About this task:
Could you copy every line of the data that contains the word "Şakir"?

*** Opening Dataset records ***

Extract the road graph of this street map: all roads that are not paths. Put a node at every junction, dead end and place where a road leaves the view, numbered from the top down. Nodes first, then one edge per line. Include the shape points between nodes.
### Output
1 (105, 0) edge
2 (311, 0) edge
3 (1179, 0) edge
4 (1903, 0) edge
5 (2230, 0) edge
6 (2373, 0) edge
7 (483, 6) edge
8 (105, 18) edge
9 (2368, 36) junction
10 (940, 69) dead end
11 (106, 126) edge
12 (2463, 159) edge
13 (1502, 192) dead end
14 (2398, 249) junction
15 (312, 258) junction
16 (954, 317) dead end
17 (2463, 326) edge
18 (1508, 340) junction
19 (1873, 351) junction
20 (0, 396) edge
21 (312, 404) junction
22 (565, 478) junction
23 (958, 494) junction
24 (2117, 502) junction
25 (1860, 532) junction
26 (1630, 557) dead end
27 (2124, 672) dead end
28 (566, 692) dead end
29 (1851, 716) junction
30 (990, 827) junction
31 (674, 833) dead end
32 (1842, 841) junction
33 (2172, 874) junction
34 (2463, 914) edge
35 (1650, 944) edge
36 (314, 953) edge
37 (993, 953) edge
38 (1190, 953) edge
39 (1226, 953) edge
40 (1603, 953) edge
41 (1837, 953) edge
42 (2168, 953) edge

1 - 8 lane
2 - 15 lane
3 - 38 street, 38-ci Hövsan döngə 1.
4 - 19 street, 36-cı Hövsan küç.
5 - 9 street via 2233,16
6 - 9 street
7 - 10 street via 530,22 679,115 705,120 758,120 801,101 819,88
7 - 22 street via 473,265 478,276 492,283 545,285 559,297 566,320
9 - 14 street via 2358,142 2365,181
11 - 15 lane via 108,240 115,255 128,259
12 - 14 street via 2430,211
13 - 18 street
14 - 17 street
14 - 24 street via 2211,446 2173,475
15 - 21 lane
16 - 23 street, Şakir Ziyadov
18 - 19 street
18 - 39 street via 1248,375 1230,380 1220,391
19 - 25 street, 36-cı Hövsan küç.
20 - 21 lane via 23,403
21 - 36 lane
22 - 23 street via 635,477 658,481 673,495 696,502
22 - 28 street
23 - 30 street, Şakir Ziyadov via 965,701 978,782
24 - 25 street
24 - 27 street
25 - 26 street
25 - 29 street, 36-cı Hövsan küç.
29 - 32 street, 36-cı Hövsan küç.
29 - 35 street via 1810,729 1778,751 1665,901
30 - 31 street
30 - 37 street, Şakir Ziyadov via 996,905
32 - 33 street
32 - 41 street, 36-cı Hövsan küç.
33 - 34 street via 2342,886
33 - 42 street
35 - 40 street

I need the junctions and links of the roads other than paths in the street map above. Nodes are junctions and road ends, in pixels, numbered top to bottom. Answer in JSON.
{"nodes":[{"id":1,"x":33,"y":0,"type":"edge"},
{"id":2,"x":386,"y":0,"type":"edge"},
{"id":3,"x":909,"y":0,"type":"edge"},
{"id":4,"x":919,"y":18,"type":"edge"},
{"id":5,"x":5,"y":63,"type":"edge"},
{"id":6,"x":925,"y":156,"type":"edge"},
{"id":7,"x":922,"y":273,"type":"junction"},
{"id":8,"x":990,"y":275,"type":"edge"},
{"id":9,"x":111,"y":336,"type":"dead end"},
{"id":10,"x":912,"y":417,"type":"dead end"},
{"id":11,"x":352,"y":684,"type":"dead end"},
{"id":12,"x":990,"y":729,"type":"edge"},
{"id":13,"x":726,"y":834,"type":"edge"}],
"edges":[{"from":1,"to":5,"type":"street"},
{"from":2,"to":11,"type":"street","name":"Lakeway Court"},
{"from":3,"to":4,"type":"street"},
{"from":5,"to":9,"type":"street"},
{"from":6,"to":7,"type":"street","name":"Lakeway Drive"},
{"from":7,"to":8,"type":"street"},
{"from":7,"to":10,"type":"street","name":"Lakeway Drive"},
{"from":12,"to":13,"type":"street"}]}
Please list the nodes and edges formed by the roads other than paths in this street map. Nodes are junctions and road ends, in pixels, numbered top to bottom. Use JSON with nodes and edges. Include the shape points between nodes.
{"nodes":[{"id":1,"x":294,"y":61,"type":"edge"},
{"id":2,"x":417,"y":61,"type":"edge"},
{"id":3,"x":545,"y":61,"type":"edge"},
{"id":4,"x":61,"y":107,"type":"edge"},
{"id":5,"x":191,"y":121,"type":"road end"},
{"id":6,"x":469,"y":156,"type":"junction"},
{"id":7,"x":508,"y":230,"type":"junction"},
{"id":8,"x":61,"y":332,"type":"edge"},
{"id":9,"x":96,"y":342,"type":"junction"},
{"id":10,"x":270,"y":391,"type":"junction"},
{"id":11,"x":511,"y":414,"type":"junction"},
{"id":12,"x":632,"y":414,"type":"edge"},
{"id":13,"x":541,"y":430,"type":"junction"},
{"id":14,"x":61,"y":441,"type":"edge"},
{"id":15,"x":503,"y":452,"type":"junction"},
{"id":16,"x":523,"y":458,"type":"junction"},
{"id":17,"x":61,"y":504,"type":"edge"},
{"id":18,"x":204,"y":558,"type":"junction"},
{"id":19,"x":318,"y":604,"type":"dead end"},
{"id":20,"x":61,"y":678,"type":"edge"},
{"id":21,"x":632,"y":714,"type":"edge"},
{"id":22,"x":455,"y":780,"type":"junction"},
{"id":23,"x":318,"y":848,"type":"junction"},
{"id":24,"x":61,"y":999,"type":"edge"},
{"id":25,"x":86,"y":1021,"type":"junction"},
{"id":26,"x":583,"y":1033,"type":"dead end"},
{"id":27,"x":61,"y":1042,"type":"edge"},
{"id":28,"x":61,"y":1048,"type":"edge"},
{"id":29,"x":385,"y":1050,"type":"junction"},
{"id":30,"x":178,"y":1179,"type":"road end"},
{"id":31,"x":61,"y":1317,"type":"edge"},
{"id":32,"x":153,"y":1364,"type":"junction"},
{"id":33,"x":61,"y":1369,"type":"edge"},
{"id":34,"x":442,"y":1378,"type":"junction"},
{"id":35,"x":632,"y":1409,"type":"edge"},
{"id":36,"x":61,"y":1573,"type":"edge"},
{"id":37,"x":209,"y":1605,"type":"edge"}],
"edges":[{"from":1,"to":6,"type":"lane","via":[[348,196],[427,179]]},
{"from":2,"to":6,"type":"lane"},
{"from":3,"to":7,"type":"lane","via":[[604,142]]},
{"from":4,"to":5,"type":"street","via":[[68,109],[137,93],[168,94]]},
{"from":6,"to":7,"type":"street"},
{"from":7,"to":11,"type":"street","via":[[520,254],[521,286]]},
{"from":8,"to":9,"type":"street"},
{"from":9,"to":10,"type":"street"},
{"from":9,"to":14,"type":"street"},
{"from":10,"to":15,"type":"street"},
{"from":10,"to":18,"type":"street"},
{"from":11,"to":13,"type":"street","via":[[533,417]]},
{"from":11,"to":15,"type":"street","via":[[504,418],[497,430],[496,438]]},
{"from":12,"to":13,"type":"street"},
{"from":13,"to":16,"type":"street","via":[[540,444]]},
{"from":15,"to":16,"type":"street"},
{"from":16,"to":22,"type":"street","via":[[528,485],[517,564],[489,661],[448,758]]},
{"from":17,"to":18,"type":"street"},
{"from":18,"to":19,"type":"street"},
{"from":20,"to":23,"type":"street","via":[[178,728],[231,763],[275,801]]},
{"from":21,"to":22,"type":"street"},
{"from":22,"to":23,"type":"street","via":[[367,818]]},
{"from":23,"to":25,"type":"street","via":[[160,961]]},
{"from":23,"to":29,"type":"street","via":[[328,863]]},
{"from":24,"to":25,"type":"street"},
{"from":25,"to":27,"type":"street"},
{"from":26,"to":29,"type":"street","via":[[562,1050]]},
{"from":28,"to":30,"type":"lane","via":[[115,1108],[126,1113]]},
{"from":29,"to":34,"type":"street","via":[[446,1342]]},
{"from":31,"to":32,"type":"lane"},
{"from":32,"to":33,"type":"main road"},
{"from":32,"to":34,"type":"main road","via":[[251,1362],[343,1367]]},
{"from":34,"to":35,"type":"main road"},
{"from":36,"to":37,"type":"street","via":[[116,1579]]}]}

*** Closing Dataset records ***

Answer section:
16 - 23 street, Şakir Ziyadov
23 - 30 street, Şakir Ziyadov via 965,701 978,782
30 - 37 street, Şakir Ziyadov via 996,905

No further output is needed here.